In Taiwan, it has been published by Sharp Point Press.

====Volume list====

| Volume | Japanese title | English title | Release date | ISBN |
Yakushiji Ryōko no Kaiki Jikenbo
| 1 | 魔天楼 (Matenrō) | Demon Skyscraper | July 23, 2004 | 4-06-349176-5 |
| 2 | 東京ナイトメア（前） (Tokyo Nightmare (Mae)) | Tokyo Nightmare (Part 1) | January 21, 2005 | 4-06-349193-5 |
| 3 | 東京ナイトメア （後） (Tokyo Nightmare (Ato)) | Tokyo Nightmare (Part 2) | May 23, 2005 | 4-06-349203-6 |
| 4 | 巴里・妖都変（前） (Paris Yōto-hen (Mae)) | Paris, The Strange Attractive Capital (Part 1) | November 22, 2005 | 4-06-349225-7 |
| 5 | 巴里・妖都変 （後） (Paris Yōto-hen (Ato)) | Paris, The Strange Attractive Capital (Part 2) | June 23, 2006 | 4-06-349240-0 |
| 6 | クレオパトラの葬送（前） (Cleopatra no Sōsō (Mae)) | Funeral of the Cleopatra (Part 1) | September 22, 2006 | 4-06-349259-1 |
| 7 | クレオパトラの葬送 （後） (Cleopatra no Sōsō (Ato)) | Funeral of the Cleopatra (Part 2) | February 23, 2007 | 978-4-06-349272-9 |
| 8 | 黒蜘蛛島（前） (Kuro Kumo Shima (Mae)) | Black Spider Island (Part 1) | August 23, 2007 | 978-4-06-349301-6 |
| 9 | 黒蜘蛛島 （後） (Kuro Kumo Shima (Ato)) | Black Spider Island (Part 2) | January 23, 2008 | 978-4-06-349328-3 |
| 10 | 夜光曲（前） (Yakōkyoku (Mae)) | Luminous Song (Part 1) | August 22, 2008 | 978-4-06-349374-0 |
| 11 | 夜光曲 （後） (Yakōkyoku (Ato)) | Luminous Song (Part 2) | January 23, 2009 | 978-4-06-349407-5 |

===Artbook===
An artbook released with drawings related to the manga series called Flawless Yakushiji Ryōko no Kaiki Jikenbo Irasuto-shū (Flawless 薬師寺涼子の怪奇事件簿イラスト集) was released by Kodansha on August 28, 2006.

===Anime===

A 13-episode anime television series adaptation was broadcast from July 6 to September 28, 2008, (Note: Yakushiji Ryōko no Kaiki Jikenbo originally aired on TVK on Saturday 24:30, effectively Sunday at 12:30 a.m.
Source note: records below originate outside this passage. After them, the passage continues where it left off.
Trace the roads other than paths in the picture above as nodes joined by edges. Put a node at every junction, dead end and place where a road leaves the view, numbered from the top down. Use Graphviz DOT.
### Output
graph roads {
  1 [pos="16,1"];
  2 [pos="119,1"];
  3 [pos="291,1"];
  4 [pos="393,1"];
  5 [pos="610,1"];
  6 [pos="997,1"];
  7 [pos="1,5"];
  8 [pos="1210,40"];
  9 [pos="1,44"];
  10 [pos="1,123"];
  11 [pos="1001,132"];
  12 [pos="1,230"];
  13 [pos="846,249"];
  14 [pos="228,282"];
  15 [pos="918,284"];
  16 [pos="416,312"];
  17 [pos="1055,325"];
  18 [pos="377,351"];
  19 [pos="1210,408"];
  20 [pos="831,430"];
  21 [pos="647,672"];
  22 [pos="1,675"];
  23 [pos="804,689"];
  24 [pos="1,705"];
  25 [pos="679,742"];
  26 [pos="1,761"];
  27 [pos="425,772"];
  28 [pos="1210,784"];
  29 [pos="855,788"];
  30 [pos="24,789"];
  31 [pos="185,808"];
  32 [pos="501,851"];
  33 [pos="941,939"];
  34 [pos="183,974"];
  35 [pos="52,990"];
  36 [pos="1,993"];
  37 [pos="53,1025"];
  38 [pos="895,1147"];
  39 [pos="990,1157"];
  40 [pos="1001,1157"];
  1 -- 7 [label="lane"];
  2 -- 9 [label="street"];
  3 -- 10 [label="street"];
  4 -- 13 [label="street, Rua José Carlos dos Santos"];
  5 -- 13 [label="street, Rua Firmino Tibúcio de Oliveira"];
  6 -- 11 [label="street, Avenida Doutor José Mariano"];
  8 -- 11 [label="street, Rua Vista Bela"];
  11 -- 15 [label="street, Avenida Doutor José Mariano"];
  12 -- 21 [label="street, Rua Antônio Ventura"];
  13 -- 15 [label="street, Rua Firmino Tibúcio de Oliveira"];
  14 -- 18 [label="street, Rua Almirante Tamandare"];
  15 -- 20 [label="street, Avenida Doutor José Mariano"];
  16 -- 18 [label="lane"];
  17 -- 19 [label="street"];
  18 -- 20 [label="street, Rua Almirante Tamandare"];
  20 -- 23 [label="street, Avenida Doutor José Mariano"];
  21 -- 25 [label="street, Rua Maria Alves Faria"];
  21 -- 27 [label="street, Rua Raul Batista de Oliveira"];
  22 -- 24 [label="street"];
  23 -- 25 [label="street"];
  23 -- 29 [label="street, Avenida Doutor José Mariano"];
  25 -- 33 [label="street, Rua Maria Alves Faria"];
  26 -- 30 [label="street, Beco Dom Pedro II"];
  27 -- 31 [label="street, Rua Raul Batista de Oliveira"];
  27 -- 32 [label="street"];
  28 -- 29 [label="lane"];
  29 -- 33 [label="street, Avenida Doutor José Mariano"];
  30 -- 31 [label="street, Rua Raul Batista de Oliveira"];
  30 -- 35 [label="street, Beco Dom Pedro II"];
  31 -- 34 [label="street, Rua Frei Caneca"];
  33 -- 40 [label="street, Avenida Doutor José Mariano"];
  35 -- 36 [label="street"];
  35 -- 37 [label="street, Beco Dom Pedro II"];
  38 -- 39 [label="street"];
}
JST.) with animation done by Doga Kobo. It aired on BS11 Digital, Chiba TV, KBS Kyoto, Sun TV, Tokyo MX, TV Aichi, Television Saitama and TVK television stations. The opening theme is Thème principal by KATSU (angela). The ending themes are various through series: À demain sur la lune (#1,3), Ryoko 2 (#2,6), Songe d'une nuit d'été (#4,7,9,10,12), La Vie en rose (#5), Le combat (#8,11) by KATSU (angela), and Thème principal La chanson d'atsuko (#13) by atsuko (voice) and KATSU (music). The series was released on 3 DVDs from September 26, 2008, to January 21, 2009. It was also available via broadband access streaming.

The series began streaming in North America on RetroCrush as an exclusive title on November 5, 2021, under the name Ryoko's Case File.

===Soundtracks===
A BGM OST, Volume 1 with music from the show was released on June 4, 2008, with 8 tracks. The second volume had been released on August 6, 2008, with 17 tracks with a third OST on September 10, 2008, with 13 tracks. All three OSTs have the title Le recueil des faits improbables de Ryōko Yakushiji, which is the show's title in French, and the most of composition are also named in French.

==Reception==

Dengeki Online placed Yakushiji Ryōko no Kaiki Jikenbo on 7th place out of 10 news weekly events for June 1, 2008.